Simon vs. Simon

Did you know that Acts chapter 8 wasn’t the only time Simon Peter and Simon Magus crossed paths? According to Clement of Rome, they held many debates that lasted for days. In fact, it was almost as if Peter was following Simon from city to city. In many ways, they were rivals. Naturally (or should I say supernaturally), Peter won these debates. Consequently, Simon lost followers. Upon hearing the Gospel, people deceived under his false teaching were healed and set free. A portion of one of those debates, I think, holds apologetic value for us today as we face the objections of professing atheists, skeptics and unbelievers. I highly recommend reading these debates in their entirety if you have the opportunity.

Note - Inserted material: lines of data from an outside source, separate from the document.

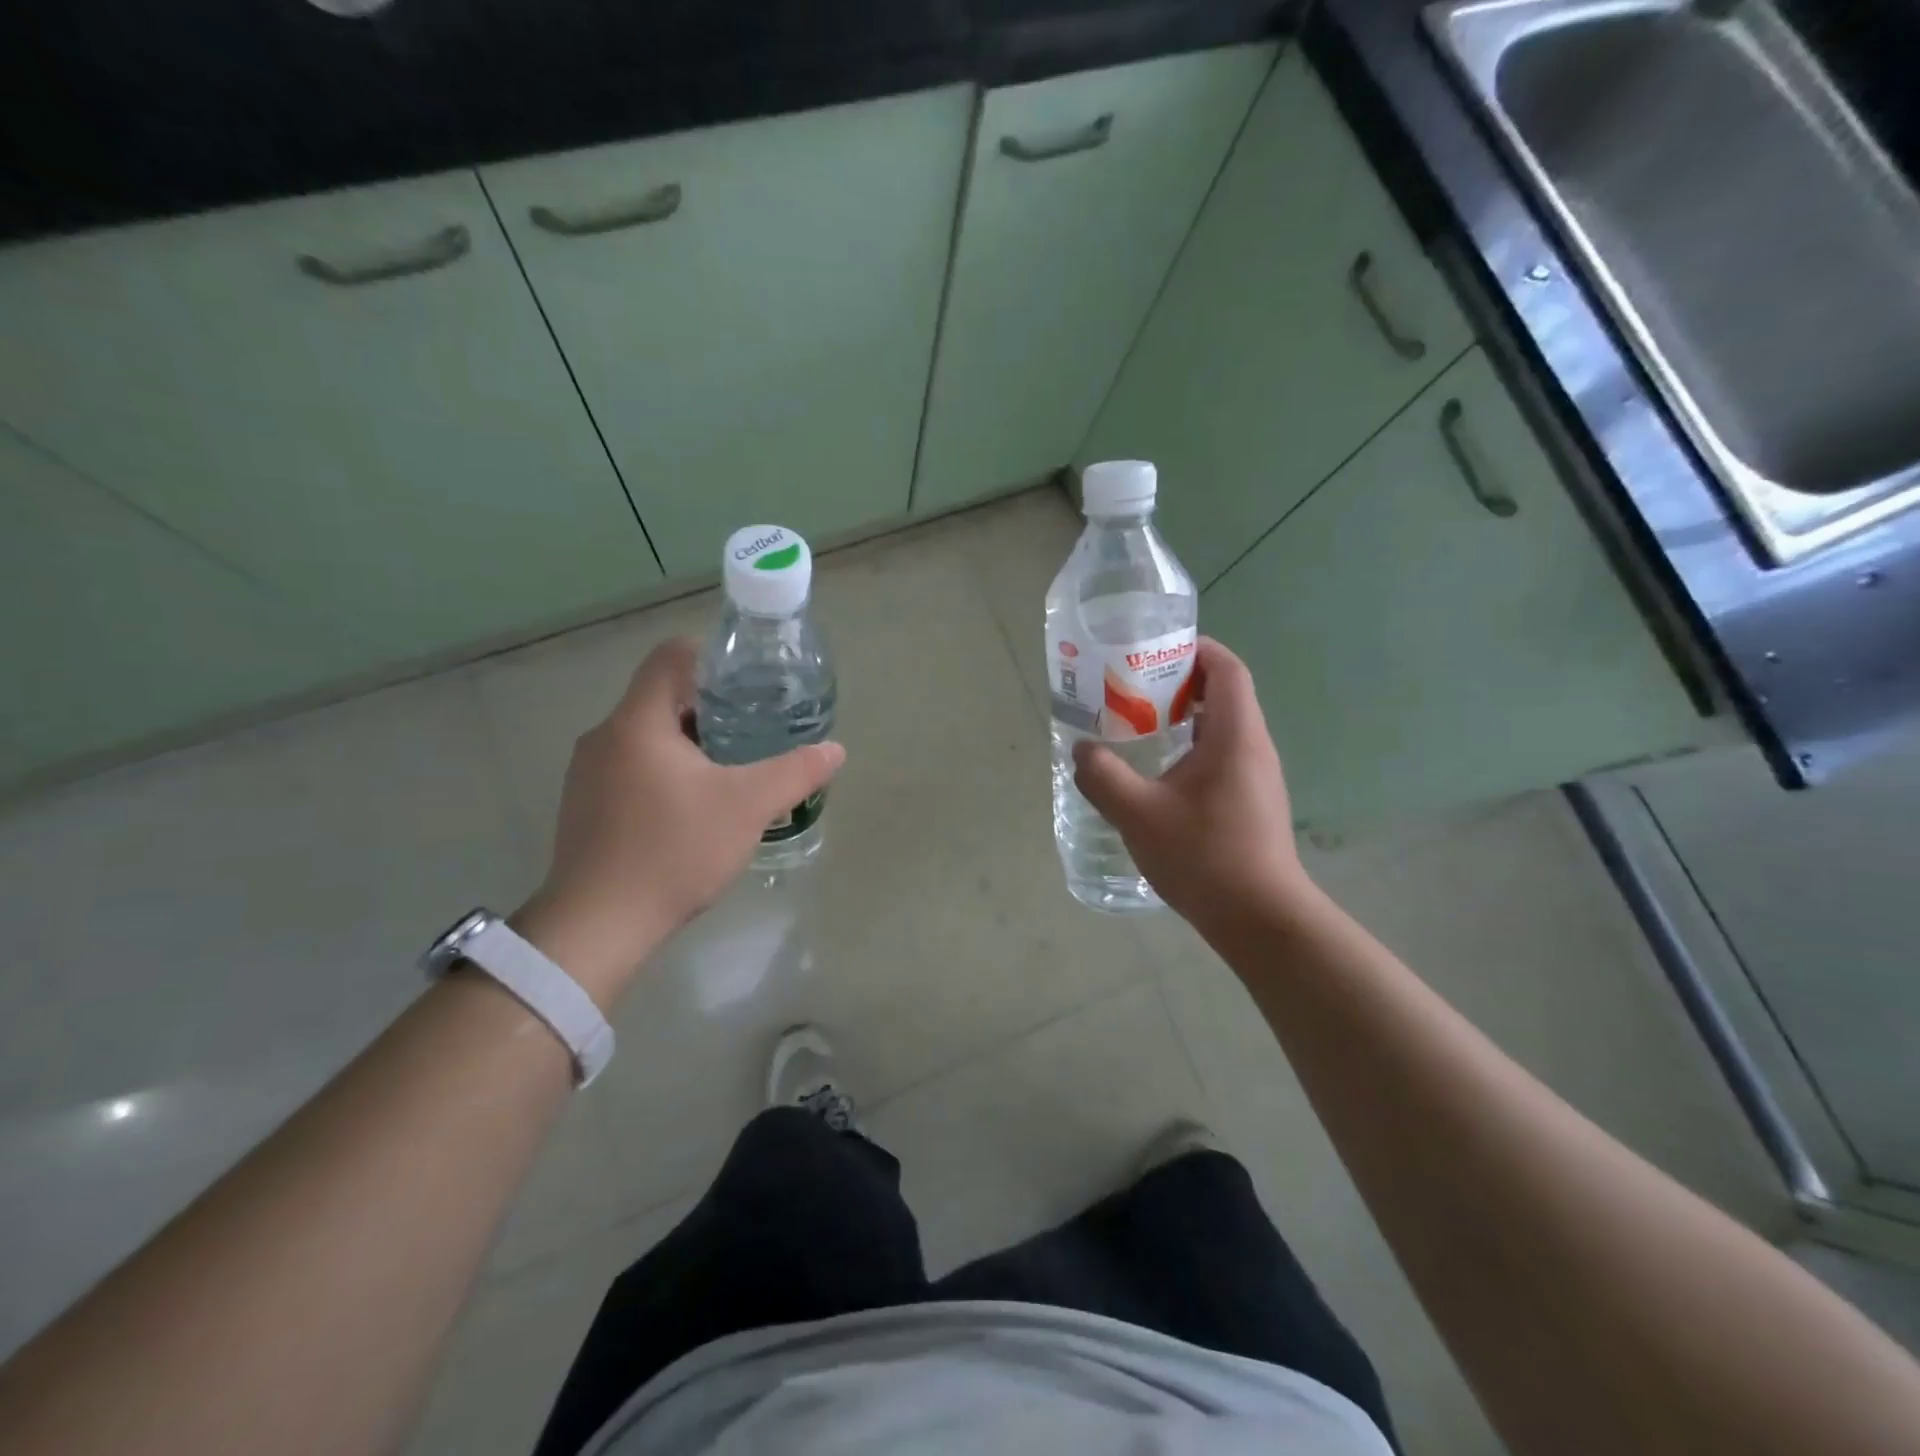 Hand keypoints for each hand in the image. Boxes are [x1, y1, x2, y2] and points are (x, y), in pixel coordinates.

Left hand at [513, 637, 844, 1005]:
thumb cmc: (673, 851)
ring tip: (733, 768)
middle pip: (661, 697)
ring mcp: (587, 774)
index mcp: (637, 722)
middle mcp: (604, 737)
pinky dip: (667, 772)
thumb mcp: (748, 807)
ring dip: (690, 743)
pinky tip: (695, 807)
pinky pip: (632, 768)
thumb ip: (795, 772)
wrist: (597, 926)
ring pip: (647, 736)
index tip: (750, 682)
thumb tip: (834, 750)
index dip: (713, 657)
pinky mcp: (585, 807)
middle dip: (711, 707)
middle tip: (755, 728)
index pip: (671, 656)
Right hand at [1073, 638, 1310, 933]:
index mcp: (1235, 735)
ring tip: (1138, 727)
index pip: (1226, 669)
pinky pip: (1222, 756)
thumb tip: (1082, 751)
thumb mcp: (1138, 814)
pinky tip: (1159, 775)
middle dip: (1179, 683)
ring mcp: (1257, 777)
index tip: (1154, 651)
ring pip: (1222, 728)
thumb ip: (1103, 777)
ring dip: (1183, 718)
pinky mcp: (1253, 802)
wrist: (1260, 919)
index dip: (1195, 650)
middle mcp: (1254, 747)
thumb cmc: (1204, 856)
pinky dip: (1191, 748)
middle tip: (1132, 690)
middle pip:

In explaining how he could know from the Law what the Law does not teach, Simon Magus blasphemes God saying, “But even if the law had not given indications from which it might be gathered that the God who made the world is imperfect, it was still possible for me to infer from those evils which are done in this world, and are not corrected, either that its creator is powerless, if he cannot correct what is done amiss; or else, if he does not wish to remove the evils, that he is himself evil; but if he neither can nor will, that he is neither powerful nor good.” (Recognitions of Clement, Book II, ch. LIV)

“…there is no new thing under the sun.” ~Ecclesiastes 1:9

Professing atheists in our day use this same argument against God’s existence, though Magus used it to proclaim “another God more excellent and more powerful than all,” (ibid) namely, himself.1 But the argument is fundamentally the same: the God of the Bible is somehow imperfect because evil exists in this world and He apparently does nothing about it. Let’s examine Peter’s rebuttal:

Peter answered, ‘O, Simon, they are wont to conceive such absurdities against God who do not read the law with the instruction of masters, but account themselves teachers, and think that they can understand the law, though he has not explained it to them who has learned of the Master (i.e. Jesus). Nevertheless now, that we also may seem to follow the book of the law according to your apprehension of it; inasmuch as you say that the creator of the world is shown to be both impotent and evil, how is it that you do not see that that power of yours, which you say is superior to all, falls and lies under the very same charges? For the very same thing may be said of it, that it is either powerless, since it does not correct those things which here are done amiss; or if it can and will not, it is evil; or if it neither can nor will, then it is both impotent and imperfect. Whence that new power of yours is not only found liable to a similar charge, but even to a worse one, if, in addition to all these things, it is believed to be, when it is not. For He who created the world, His existence is manifest by His very operation in creating the world, as you yourself also confess. But this power which you say that you alone know, affords no indication of itself, by which we might perceive, at least, that it is, and subsists.’” (Recognitions, Book II, ch. LV)

Peter turns Simon’s argument on its head, demonstrating its self-defeating nature. And when unbelievers, professing atheists in particular, use the same argument, it fails in the same way. First of all, it is absurd, and I love how Peter points that out! The anti-God arguments of those who reject God and do not obey the Gospel of our Lord Jesus Christ are, in fact, absurd. Next, Peter explains how Simon’s argument falls by the very logic he employs. We can do the same when unbelievers today use this objection. Whatever power (big bang, evolution, natural selection, etc.) the professing atheist credits with the existence of our universe is liable to the same charge by their own logic, since it does not correct the evil that is done in this world either and hasn’t shown that it has the power to do so. Our God, on the other hand, has the power. He displayed it in three ways: 1) in creating the world without evil; 2) in judging the evil in the world, both in this life and the next, and; 3) He will show it again when He remakes the world without evil. Their “god” – whatever they credit for the existence of our universe – has no such power; it “affords no indication of itself, by which we might perceive, at least, that it is, and subsists,” to use Peter’s words.

I believe this is an excellent example of ‘answering a fool according to his folly’ (Proverbs 26:5). Peter masterfully dismantles Simon’s argument, turns it on its head, and uses it against him. He continues on to defend and proclaim the goodness, righteousness, and justice of God. Not bad for an “unlearned and ignorant” fisherman!

1 As a side note, whenever a person claims that there is no God, they are also proclaiming another god, i.e. him/herself. How? In order for the ‘atheist’ to know there is no God, they would have to be everywhere and know all things for all time. In other words, for them to know there is no God, they would in essence have to be God. Needless to say, that is a self-defeating proposition.